WORK REQUIRED:
Without the pictures, repeat all of the data exactly as it appears below.

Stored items
- - - -
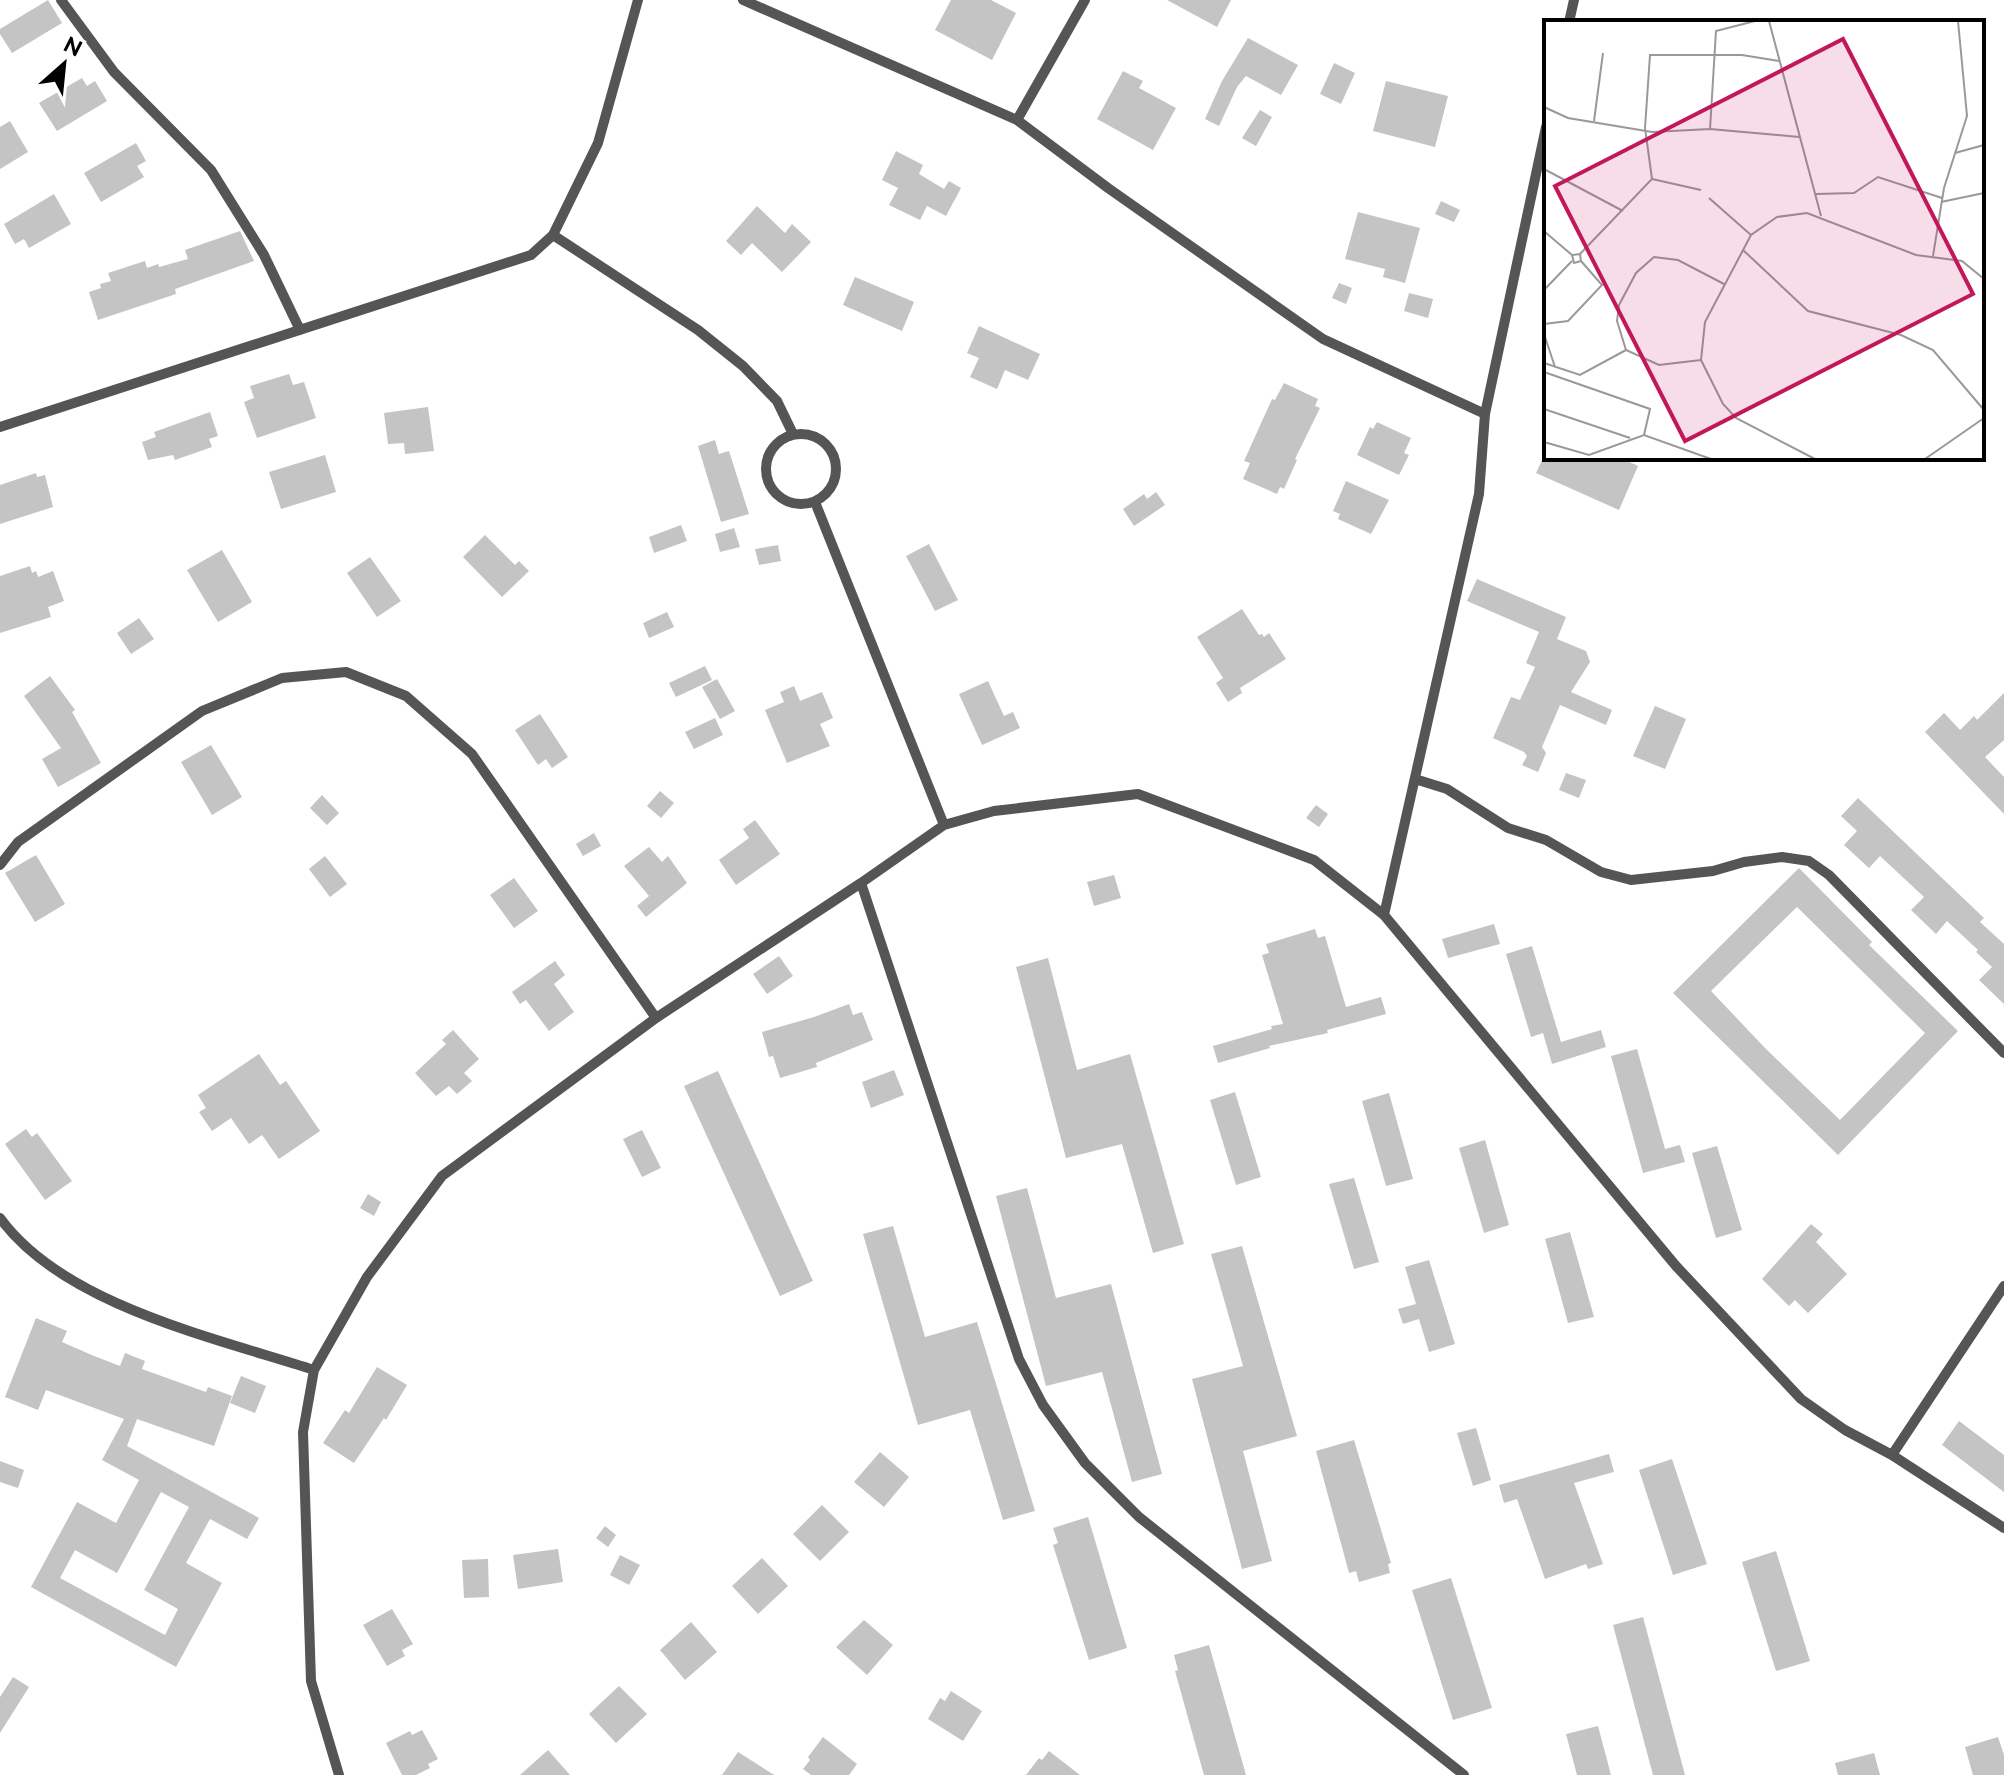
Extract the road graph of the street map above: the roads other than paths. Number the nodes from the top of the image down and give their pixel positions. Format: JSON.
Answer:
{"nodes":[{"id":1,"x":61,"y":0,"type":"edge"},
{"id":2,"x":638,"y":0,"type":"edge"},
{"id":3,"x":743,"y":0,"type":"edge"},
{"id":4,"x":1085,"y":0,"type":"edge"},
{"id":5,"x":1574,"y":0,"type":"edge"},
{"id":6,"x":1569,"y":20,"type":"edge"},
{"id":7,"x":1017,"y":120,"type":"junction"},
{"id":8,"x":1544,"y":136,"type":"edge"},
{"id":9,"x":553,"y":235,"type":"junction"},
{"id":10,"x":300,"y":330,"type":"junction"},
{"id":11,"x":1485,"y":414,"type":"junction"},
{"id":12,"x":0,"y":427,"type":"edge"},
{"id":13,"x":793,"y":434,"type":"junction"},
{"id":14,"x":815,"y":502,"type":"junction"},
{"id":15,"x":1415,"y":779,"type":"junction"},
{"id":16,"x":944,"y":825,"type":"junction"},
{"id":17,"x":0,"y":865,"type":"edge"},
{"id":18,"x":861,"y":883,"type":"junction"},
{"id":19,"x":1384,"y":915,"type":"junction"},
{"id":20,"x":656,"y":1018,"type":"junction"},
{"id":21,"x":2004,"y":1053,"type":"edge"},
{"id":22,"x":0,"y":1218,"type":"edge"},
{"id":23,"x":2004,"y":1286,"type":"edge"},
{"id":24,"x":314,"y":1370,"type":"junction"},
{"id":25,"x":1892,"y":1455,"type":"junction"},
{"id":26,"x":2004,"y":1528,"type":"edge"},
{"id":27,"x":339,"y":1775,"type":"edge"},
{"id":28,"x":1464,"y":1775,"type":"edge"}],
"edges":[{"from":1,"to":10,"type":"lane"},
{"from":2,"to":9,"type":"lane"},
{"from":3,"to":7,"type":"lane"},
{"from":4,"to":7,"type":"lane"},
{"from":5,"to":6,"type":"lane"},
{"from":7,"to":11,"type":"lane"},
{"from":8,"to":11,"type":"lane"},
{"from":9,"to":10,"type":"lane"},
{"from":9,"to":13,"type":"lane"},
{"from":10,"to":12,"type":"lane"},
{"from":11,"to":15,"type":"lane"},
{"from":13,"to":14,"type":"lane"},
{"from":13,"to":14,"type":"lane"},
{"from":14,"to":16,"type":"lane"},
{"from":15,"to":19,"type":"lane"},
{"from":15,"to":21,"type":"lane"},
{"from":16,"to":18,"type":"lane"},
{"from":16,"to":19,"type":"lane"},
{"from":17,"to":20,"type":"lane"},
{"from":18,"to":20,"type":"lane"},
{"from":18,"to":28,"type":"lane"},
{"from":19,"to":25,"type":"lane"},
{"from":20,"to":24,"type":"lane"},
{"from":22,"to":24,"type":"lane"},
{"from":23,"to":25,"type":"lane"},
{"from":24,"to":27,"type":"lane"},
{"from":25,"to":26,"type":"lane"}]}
- - - -
RESULT BELOW:
Extract the road graph of the street map above: the roads other than paths. Number the nodes from the top of the image down and give their pixel positions. Format: JSON.
Answer:
{"nodes":[{"id":1,"x":61,"y":0,"type":"edge"},
{"id":2,"x":638,"y":0,"type":"edge"},
{"id":3,"x":743,"y":0,"type":"edge"},
{"id":4,"x":1085,"y":0,"type":"edge"},
{"id":5,"x":1574,"y":0,"type":"edge"},
{"id":6,"x":1569,"y":20,"type":"edge"},
{"id":7,"x":1017,"y":120,"type":"junction"},
{"id":8,"x":1544,"y":136,"type":"edge"},
{"id":9,"x":553,"y":235,"type":"junction"},
{"id":10,"x":300,"y":330,"type":"junction"},
{"id":11,"x":1485,"y":414,"type":"junction"},
{"id":12,"x":0,"y":427,"type":"edge"},
{"id":13,"x":793,"y":434,"type":"junction"},
{"id":14,"x":815,"y":502,"type":"junction"},
{"id":15,"x":1415,"y":779,"type":"junction"},
{"id":16,"x":944,"y":825,"type":"junction"},
{"id":17,"x":0,"y":865,"type":"edge"},
{"id":18,"x":861,"y":883,"type":"junction"},
{"id":19,"x":1384,"y":915,"type":"junction"},
{"id":20,"x":656,"y":1018,"type":"junction"},
{"id":21,"x":2004,"y":1053,"type":"edge"},
{"id":22,"x":0,"y":1218,"type":"edge"},
{"id":23,"x":2004,"y":1286,"type":"edge"},
{"id":24,"x":314,"y":1370,"type":"junction"},
{"id":25,"x":1892,"y":1455,"type":"junction"},
{"id":26,"x":2004,"y":1528,"type":"edge"},
{"id":27,"x":339,"y":1775,"type":"edge"},
{"id":28,"x":1464,"y":1775,"type":"edge"}],
"edges":[{"from":1,"to":10,"type":"lane"},
{"from":2,"to":9,"type":"lane"},
{"from":3,"to":7,"type":"lane"},
{"from":4,"to":7,"type":"lane"},
{"from":5,"to":6,"type":"lane"},
{"from":7,"to":11,"type":"lane"},
{"from":8,"to":11,"type":"lane"},
{"from":9,"to":10,"type":"lane"},
{"from":9,"to":13,"type":"lane"},
{"from":10,"to":12,"type":"lane"},
{"from":11,"to":15,"type":"lane"},
{"from":13,"to":14,"type":"lane"},
{"from":13,"to":14,"type":"lane"},
{"from":14,"to":16,"type":"lane"},
{"from":15,"to":19,"type":"lane"},
{"from":15,"to":21,"type":"lane"},
{"from":16,"to":18,"type":"lane"},
{"from":16,"to":19,"type":"lane"},
{"from":17,"to":20,"type":"lane"},
{"from":18,"to":20,"type":"lane"},
{"from":18,"to":28,"type":"lane"},
{"from":19,"to":25,"type":"lane"},
{"from":20,"to":24,"type":"lane"},
{"from":22,"to":24,"type":"lane"},
{"from":23,"to":25,"type":"lane"},
{"from":24,"to":27,"type":"lane"},
{"from":25,"to":26,"type":"lane"}]}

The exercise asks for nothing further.